Try it:
Where does the word "Jalan" occur in the data below? Copy each line that holds it.

----

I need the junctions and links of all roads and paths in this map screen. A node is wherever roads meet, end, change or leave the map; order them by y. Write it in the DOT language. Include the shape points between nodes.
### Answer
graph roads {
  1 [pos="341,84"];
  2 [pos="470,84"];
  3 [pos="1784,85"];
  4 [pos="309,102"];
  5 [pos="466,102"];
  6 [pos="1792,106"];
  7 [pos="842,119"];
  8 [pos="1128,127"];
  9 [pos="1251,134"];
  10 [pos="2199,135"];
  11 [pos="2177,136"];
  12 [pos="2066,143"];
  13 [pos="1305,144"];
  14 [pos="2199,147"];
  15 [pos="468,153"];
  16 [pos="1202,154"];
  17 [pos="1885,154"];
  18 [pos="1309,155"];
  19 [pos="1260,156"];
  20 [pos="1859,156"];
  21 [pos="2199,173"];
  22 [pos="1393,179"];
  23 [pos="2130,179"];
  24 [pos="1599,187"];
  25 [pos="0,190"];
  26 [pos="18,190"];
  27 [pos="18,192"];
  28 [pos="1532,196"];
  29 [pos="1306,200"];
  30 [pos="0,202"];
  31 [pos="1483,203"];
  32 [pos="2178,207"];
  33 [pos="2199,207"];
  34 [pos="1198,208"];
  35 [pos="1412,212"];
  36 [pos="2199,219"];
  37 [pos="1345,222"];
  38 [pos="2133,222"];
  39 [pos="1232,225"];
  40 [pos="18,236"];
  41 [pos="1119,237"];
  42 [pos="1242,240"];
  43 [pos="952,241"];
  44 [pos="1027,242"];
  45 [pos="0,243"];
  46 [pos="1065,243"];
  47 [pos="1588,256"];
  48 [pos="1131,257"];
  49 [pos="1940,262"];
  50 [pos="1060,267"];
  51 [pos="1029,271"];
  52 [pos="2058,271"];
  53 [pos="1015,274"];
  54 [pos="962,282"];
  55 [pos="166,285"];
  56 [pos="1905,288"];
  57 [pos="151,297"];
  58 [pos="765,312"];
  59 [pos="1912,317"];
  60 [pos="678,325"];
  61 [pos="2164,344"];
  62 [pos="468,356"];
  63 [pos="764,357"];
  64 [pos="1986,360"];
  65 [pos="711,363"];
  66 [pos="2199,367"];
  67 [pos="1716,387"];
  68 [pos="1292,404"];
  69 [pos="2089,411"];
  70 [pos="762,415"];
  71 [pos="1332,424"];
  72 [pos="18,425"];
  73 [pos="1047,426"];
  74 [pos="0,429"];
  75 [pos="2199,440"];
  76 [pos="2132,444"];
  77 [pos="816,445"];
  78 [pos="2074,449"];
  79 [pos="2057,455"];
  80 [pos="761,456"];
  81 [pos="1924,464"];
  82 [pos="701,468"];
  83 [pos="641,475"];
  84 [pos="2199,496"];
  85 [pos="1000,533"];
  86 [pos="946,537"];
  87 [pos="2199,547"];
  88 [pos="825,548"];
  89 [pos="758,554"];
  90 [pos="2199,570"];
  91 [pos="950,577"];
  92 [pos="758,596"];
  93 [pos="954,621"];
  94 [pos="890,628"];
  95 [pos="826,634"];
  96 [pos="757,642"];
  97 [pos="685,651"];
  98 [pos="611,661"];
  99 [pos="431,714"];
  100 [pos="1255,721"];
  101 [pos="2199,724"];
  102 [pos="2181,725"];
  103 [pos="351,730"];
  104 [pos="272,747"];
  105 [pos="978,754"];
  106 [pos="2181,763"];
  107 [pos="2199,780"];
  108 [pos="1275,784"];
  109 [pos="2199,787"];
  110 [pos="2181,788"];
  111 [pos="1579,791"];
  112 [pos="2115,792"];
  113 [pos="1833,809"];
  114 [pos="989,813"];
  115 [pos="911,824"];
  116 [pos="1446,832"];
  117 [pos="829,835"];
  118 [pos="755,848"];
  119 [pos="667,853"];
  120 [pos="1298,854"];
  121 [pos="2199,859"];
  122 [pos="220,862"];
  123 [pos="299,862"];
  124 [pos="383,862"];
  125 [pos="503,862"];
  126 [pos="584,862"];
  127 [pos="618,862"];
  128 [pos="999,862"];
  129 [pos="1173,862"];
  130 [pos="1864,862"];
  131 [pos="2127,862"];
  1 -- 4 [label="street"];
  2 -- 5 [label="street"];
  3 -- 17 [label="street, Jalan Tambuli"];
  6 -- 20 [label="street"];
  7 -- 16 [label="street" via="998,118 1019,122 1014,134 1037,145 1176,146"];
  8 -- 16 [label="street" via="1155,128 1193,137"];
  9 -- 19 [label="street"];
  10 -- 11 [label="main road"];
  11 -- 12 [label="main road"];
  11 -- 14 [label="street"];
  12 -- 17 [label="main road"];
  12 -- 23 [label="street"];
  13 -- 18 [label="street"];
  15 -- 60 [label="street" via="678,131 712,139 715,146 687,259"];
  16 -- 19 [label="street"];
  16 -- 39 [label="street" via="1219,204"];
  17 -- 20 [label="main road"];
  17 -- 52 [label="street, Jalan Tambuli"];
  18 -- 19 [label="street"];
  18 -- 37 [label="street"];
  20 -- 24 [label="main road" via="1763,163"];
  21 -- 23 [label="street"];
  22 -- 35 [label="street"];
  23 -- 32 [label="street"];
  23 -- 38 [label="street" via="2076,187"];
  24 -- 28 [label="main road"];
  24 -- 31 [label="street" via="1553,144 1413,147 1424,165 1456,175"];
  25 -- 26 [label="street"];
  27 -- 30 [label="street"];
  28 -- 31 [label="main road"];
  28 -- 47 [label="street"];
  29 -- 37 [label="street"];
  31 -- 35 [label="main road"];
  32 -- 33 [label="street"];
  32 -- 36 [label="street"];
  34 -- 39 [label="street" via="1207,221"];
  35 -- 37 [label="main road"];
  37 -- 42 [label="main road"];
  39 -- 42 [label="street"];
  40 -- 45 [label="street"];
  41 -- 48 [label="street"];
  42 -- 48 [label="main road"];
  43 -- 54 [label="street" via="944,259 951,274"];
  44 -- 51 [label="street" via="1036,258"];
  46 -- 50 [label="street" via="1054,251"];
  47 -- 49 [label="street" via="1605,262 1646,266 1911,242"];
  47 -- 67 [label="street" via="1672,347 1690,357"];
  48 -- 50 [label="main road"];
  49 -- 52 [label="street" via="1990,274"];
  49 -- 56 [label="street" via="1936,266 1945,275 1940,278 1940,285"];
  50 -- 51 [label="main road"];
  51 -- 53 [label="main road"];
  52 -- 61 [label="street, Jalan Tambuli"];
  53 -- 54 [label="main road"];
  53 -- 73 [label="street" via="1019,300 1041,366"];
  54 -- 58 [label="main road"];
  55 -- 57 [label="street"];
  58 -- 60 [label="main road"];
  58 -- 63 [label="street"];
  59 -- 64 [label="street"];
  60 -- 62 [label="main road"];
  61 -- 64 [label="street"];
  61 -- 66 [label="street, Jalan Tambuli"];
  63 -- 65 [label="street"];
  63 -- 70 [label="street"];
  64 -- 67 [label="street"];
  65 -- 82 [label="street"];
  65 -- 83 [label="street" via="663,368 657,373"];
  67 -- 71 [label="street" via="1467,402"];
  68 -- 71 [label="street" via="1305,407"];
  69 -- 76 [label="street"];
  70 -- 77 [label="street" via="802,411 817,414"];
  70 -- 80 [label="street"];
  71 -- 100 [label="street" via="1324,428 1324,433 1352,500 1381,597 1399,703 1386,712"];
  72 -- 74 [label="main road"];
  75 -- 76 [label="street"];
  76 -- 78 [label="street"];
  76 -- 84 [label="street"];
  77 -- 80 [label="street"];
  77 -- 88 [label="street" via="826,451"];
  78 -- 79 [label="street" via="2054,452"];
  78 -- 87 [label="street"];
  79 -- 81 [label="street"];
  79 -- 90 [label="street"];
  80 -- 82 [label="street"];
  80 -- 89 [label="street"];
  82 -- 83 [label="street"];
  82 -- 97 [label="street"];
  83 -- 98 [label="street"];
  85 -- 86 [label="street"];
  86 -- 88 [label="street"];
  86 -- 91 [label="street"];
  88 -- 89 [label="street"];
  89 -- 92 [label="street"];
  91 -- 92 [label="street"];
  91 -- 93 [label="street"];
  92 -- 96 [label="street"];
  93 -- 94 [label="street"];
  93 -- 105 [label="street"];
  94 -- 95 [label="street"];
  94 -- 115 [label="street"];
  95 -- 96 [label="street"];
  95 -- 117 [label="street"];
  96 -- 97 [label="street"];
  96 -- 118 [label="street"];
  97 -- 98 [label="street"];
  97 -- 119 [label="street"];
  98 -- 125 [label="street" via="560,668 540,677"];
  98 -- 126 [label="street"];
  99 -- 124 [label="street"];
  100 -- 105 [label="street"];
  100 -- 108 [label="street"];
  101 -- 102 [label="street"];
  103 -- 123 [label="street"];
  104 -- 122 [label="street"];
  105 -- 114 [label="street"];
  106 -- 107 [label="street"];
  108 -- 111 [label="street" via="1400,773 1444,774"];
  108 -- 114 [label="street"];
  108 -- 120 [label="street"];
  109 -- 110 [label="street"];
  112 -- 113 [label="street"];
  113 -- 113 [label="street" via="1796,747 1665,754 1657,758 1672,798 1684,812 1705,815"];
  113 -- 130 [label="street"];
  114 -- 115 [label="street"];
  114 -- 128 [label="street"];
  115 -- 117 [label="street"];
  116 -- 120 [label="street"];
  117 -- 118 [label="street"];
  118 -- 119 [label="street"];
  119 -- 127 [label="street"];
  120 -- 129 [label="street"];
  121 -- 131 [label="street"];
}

----

Task answer:
  3 -- 17 [label="street, Jalan Tambuli"];
  17 -- 52 [label="street, Jalan Tambuli"];
  52 -- 61 [label="street, Jalan Tambuli"];
  61 -- 66 [label="street, Jalan Tambuli"];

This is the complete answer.